The Army is also opening jobs that were once entirely closed to women, such as mechanics for tanks and artillery and rocket launcher crew members. It was not clear if women could actually serve aboard tanks. However, there are still more than 250,000 jobs that remain closed to women. The Pentagon ordered the services to issue a progress report on the jobs it opened and to look into other areas that could possibly be opened to women, including the infantry. Reports are due at the end of November, and any further policy changes or recommendations would be sent to Congress by Secretary Panetta.

Some other areas that have seen changes are:

– In June, the Navy merged the Riverine Forces and Maritime Expeditionary Security Forces (MESF) into the Coastal Riverine Force (CORIVFOR). Since MESF was an integrated force, the merger allowed women to become eligible for Riverine training.

Subsequently, the first Riverine Combat Skills Course (RCS) class to include women graduated during a ceremony at Camp Lejeune, N.C., on Oct. 26. Four women started the five-week course along with 56 men on Sept. 23 and were trained and evaluated on combat skills needed to perform their duties as a Riverine Sailor.

– Since September, women in every class of the Marine Corps Basic School (TBS) have been given the opportunity to volunteer for the Infantry Officer (IO) Course. This is a pilot program to help guide decision-makers on whether or not the infantry should be open to women. About 125 female officers enter TBS each year, however, to date, only two of about 80 eligible female Marines have attended the course and both have attrited.

No women have volunteered for the next IO Course, which begins in January. The Marine Corps would like about 90 more women to go through the course before making any decisions, but it appears it may take longer than anticipated. The Marines have yet to implement the option for female enlisted Marine volunteers to train at the Infantry Training Battalion.

As expected, both sides of the combat exclusion policies have weighed in on the matter. The Marine Corps is at least trying to quantify the physical and other requirements it takes to be an effective infantry officer or enlisted Marine. The Marine Corps is also surveying active duty Marines and reservists about their experience with female Marines and the potential challenges of opening more opportunities to women. Let’s just hope they also survey female Marines in the process. Marine Corps Commandant General James F. Amos hopes this will settle the issue in a way that addresses everyone’s concerns.

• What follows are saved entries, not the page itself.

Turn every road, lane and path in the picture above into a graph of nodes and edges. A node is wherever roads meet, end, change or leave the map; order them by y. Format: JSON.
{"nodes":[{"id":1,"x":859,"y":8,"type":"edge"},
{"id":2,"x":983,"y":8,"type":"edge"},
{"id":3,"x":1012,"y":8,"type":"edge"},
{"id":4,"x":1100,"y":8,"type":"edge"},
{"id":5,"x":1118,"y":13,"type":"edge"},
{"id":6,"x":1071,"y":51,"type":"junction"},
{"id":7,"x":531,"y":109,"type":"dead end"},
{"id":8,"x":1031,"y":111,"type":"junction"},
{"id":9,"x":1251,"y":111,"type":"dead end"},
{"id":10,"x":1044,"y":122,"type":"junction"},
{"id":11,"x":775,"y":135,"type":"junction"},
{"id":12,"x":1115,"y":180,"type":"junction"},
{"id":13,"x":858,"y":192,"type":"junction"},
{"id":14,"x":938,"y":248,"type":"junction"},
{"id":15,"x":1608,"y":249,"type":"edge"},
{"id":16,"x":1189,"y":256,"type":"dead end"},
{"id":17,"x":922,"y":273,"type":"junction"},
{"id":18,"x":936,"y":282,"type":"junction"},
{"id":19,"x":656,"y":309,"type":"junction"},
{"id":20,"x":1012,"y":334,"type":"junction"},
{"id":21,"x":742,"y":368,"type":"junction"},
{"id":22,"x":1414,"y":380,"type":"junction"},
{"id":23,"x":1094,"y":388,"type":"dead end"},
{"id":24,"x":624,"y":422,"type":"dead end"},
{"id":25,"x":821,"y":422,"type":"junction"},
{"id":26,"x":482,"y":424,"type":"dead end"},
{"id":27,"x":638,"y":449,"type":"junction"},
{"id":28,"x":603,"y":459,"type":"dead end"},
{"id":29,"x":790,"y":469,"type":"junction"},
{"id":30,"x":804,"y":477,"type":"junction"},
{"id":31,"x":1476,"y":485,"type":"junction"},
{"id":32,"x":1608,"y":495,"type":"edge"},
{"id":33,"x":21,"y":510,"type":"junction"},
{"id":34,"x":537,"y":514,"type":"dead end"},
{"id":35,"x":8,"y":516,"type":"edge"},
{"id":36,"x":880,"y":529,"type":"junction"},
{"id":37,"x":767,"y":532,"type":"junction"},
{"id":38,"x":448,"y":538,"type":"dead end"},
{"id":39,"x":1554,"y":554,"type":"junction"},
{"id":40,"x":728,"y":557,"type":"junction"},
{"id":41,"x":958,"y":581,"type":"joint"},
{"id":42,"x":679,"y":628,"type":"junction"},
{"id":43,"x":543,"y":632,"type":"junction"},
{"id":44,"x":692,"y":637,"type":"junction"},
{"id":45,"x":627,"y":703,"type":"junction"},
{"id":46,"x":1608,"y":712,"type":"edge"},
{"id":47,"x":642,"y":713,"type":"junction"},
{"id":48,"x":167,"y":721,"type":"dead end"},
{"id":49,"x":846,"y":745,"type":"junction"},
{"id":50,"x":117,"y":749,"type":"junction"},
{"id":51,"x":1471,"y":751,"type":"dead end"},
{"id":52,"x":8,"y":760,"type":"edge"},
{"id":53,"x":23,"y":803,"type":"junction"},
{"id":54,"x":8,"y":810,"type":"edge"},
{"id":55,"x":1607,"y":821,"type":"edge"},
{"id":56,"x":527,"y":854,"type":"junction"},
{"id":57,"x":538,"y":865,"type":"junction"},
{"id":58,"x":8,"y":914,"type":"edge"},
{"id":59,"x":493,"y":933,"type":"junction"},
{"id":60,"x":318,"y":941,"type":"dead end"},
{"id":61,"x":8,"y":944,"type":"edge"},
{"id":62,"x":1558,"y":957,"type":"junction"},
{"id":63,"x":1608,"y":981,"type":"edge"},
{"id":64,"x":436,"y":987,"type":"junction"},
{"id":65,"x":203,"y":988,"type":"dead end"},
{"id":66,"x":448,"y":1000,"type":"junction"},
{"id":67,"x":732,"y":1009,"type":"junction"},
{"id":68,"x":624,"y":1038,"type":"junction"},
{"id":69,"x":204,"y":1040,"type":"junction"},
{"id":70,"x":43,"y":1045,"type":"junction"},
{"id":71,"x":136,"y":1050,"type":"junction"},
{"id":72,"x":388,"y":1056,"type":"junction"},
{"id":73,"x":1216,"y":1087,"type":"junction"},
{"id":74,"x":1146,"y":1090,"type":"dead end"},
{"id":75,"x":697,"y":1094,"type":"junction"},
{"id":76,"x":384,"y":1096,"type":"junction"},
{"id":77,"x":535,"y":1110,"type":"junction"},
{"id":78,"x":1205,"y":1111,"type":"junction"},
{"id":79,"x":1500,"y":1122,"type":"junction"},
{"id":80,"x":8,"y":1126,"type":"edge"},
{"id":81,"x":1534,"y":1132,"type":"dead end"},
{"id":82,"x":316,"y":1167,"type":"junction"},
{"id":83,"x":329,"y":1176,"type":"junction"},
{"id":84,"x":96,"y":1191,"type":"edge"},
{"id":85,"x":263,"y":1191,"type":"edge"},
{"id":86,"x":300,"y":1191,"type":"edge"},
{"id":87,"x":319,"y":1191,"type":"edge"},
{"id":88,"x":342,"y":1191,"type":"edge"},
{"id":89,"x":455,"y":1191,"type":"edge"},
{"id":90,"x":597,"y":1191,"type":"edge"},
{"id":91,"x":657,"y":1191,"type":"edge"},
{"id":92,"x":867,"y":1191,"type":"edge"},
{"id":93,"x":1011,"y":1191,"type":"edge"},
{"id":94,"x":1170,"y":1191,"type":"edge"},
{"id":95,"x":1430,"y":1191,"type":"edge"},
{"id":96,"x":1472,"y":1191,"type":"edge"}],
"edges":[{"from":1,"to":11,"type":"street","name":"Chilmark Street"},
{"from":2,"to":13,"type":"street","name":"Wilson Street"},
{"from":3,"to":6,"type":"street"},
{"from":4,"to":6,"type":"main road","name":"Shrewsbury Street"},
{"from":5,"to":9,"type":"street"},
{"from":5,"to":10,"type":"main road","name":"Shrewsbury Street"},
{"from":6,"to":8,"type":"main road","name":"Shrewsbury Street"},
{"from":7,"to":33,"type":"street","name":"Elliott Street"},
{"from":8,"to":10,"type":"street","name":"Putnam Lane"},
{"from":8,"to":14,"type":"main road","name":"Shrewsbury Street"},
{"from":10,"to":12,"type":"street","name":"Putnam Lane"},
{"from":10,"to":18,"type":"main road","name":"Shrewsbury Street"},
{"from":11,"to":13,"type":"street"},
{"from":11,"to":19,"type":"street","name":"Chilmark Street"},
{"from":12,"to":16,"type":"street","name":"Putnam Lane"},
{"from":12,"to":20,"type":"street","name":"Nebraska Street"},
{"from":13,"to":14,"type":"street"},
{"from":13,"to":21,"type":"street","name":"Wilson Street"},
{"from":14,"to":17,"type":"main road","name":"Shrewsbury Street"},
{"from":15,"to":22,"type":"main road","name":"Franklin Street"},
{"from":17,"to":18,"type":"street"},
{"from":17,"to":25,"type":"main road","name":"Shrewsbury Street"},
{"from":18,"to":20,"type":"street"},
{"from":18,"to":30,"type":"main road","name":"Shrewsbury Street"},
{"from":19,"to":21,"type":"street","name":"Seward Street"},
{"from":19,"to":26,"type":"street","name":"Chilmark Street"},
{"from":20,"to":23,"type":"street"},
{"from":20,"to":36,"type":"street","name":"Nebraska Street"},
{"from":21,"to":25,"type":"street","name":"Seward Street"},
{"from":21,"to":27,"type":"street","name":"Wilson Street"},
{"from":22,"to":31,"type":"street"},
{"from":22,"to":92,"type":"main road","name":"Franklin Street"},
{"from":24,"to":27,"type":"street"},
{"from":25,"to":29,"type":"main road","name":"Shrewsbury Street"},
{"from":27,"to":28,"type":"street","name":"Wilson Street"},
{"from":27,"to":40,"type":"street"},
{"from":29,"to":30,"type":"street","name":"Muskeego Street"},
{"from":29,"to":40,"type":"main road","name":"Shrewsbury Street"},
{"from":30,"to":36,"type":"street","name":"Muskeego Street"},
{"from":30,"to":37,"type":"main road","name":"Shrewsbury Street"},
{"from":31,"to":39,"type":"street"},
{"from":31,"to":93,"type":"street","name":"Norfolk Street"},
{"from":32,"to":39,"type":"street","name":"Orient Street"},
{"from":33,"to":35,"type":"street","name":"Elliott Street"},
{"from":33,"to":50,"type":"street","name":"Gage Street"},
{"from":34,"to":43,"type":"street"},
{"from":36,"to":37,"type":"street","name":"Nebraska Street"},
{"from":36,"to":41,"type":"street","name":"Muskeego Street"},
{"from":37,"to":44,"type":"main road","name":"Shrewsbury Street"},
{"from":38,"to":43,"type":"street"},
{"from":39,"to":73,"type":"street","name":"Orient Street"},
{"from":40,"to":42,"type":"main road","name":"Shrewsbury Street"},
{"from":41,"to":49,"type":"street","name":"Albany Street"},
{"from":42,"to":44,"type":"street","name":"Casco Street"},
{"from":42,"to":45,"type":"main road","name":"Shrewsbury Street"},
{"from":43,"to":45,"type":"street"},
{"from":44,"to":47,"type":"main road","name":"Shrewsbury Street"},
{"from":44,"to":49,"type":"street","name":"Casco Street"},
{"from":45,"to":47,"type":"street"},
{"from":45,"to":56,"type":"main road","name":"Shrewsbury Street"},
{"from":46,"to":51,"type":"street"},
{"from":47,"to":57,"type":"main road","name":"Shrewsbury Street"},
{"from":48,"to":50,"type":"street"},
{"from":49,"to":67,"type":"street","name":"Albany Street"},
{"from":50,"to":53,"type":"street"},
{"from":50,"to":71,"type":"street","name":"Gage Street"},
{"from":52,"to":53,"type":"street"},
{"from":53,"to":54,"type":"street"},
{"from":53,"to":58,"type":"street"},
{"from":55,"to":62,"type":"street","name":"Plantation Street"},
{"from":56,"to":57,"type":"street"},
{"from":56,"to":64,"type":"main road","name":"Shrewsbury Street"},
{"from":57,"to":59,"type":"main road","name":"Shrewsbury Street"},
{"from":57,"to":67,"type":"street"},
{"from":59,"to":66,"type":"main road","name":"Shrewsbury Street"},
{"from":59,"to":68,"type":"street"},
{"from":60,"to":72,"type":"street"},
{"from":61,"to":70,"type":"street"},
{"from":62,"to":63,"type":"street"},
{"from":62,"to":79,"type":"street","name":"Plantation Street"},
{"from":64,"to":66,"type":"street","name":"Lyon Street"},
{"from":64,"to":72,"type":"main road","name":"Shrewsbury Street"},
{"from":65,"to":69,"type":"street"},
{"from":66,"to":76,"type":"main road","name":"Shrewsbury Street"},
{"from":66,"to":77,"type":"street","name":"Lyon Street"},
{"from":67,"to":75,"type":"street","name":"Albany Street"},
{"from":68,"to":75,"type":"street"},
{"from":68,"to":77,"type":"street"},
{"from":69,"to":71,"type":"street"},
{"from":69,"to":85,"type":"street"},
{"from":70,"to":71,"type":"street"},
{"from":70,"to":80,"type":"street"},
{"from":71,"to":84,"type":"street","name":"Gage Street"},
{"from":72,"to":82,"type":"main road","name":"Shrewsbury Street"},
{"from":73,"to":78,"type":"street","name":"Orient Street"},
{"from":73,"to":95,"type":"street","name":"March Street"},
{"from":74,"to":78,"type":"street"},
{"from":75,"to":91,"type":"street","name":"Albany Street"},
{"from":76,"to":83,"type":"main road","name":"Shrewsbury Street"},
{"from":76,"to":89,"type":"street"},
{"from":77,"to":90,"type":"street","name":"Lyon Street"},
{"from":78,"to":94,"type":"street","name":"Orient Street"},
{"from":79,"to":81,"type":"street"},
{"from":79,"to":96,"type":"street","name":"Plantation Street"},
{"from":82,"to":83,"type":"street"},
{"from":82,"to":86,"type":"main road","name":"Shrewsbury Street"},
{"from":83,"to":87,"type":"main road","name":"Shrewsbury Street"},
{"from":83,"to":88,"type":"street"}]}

The four women plaintiffs represent officers from the Marine Corps, the Air Force, and the Army, and an NCO from the Army. All four of them served in either Iraq or Afghanistan in combat-related missions, and two received the Purple Heart from combat-related injuries. The lawsuit hopes to ensure that personnel assigned to any military job would be a result of capability, not gender.

As noted above with Marine Infantry Training, there are few volunteers, and so far no graduates of IO school. The plaintiffs, or at least SWAN, thinks that until women are offered the ability to serve in every military billet, the issue of sexual assault and harassment will continue. The inference is that if women are treated as second citizens by policy and procedure, they will be treated as such by their superiors, peers, and subordinates as well. My thoughts on that will be addressed at a later time. Suffice it to say, we’ll see.